Cuando el precio del crudo sube por una crisis como el actual conflicto en Irán, los surtidores reflejan el incremento de inmediato, pero las reducciones se producen de forma más lenta
Examinamos la relevancia geoestratégica del Estrecho de Ormuz, por donde transita el 20% del petróleo mundial. Se analiza cómo las tensiones entre Irán y Estados Unidos ponen en riesgo el mercado petrolero global.
La escalada bélica en Irán provocó un alza casi instantánea en los precios del petróleo en los mercados financieros. Frente a la incertidumbre sobre la continuidad del suministro tras los ataques de Estados Unidos e Israel, miles de españoles acudieron a las estaciones de servicio para repostar antes de que el impacto de los movimientos geopolíticos se trasladase desde las bolsas internacionales al bolsillo de los consumidores. Sin embargo, muchos constataron que el costo para llenar el depósito ya se había incrementado: el mismo día en que Teherán comunicó el bloqueo del paso por el estrecho de Ormuz, el litro de gasolina subió cuatro céntimos, según datos de Facua.
Cuando el barril de petróleo se encarece, los precios de la gasolina y el diésel en las estaciones se ajustan casi de inmediato, mientras que si el crudo baja, la reducción en los precios llega más pausadamente. Este fenómeno, denominado en economía como modelo de “cohetes y plumas” (o rockets and feathers en inglés), evidencia la asimetría en la transmisión de los costes al consumidor final, sobre todo en periodos de volatilidad en los mercados internacionales, como la crisis actual en Oriente Medio.

Durante la semana transcurrida desde el inicio del conflicto militar el pasado sábado, el precio de los carburantes no ha dejado de subir. Según Facua, el gasóleo ha aumentado 32 céntimos por litro desde el lunes, ubicándose un 22% más alto que los precios al comienzo de la semana. Por otra parte, el jueves, el Boletín Petrolero de la Unión Europea informó del mayor incremento en la gasolina desde verano, con una subida del 1% hasta 1,486 euros por litro. Tales cifras muestran el rápido traslado de la incertidumbre geopolítica a los precios, aunque no se observa este mismo dinamismo en la dirección opuesta.

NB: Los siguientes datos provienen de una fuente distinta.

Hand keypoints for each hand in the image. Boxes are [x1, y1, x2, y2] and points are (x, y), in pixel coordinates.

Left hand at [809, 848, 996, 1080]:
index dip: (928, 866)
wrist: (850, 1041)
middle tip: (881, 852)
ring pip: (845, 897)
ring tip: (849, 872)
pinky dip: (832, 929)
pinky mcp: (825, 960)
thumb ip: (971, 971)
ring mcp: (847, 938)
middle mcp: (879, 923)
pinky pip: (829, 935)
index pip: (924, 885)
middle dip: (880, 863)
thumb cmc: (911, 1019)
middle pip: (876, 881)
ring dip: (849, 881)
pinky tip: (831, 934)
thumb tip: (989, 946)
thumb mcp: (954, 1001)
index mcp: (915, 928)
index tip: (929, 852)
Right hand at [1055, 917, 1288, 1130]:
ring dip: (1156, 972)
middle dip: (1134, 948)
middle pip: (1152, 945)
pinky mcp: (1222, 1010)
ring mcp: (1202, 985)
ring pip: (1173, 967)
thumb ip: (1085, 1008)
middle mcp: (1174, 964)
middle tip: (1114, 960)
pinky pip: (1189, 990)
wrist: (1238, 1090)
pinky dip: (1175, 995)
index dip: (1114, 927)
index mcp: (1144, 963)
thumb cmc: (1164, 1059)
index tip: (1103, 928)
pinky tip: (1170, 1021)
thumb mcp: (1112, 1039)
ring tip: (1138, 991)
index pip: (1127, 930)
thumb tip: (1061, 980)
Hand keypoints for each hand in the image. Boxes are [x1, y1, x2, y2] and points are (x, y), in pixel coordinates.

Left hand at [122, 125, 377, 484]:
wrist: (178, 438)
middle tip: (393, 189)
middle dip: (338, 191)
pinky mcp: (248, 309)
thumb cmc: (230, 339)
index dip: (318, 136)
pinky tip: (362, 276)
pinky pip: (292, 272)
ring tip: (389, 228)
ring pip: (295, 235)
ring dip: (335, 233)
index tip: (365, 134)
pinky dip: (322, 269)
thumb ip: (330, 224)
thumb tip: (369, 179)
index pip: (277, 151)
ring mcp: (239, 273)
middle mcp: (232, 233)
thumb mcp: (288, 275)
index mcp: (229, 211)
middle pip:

Las estaciones anticipan el alza del crudo
El motivo que explica esta disparidad es sencillo y fue recordado recientemente por el economista Juan Luis Jiménez en redes sociales. Cuando el petróleo sube, las estaciones de servicio modifican los precios de inmediato, incluso si el combustible que venden fue adquirido meses antes a un precio inferior. Esto se debe a que las empresas saben que los consumidores seguirán comprando gasolina pese al encarecimiento. Al adelantarse a la subida, aseguran ingresos mayores ante previsiones de aumento en los costes para petroleras, refinerías y compañías de transporte, que incrementan el precio al que las estaciones adquieren el combustible para su venta posterior.
El presidente del Gobierno, Pedro Sánchez, calificó de «hipócritas» a los líderes del PP y Vox, Alberto Núñez Feijóo y Santiago Abascal, por mostrarse belicosos respecto a la guerra en Irán, pero a costa del bolsillo de los ciudadanos, considerando el impacto negativo que ya ejerce en la economía doméstica el conflicto iniciado en Oriente Medio por Estados Unidos e Israel. (Fuente: PSOE)
Por el contrario, cuando el precio del petróleo cae, las petroleras no sienten la misma urgencia para reducir los precios, dado que la competencia es limitada y los consumidores no cuentan con alternativas fáciles. Varios factores explican esta lentitud: primero, porque las estaciones ya adquirieron combustible caro que debe venderse primero; reducir los precios de inmediato significaría asumir pérdidas; segundo, conservar un precio más alto protege los márgenes en un mercado que no siempre es plenamente competitivo; tercero, la logística y los acuerdos de suministro impiden que las modificaciones se reflejen en cada surtidor de forma instantánea.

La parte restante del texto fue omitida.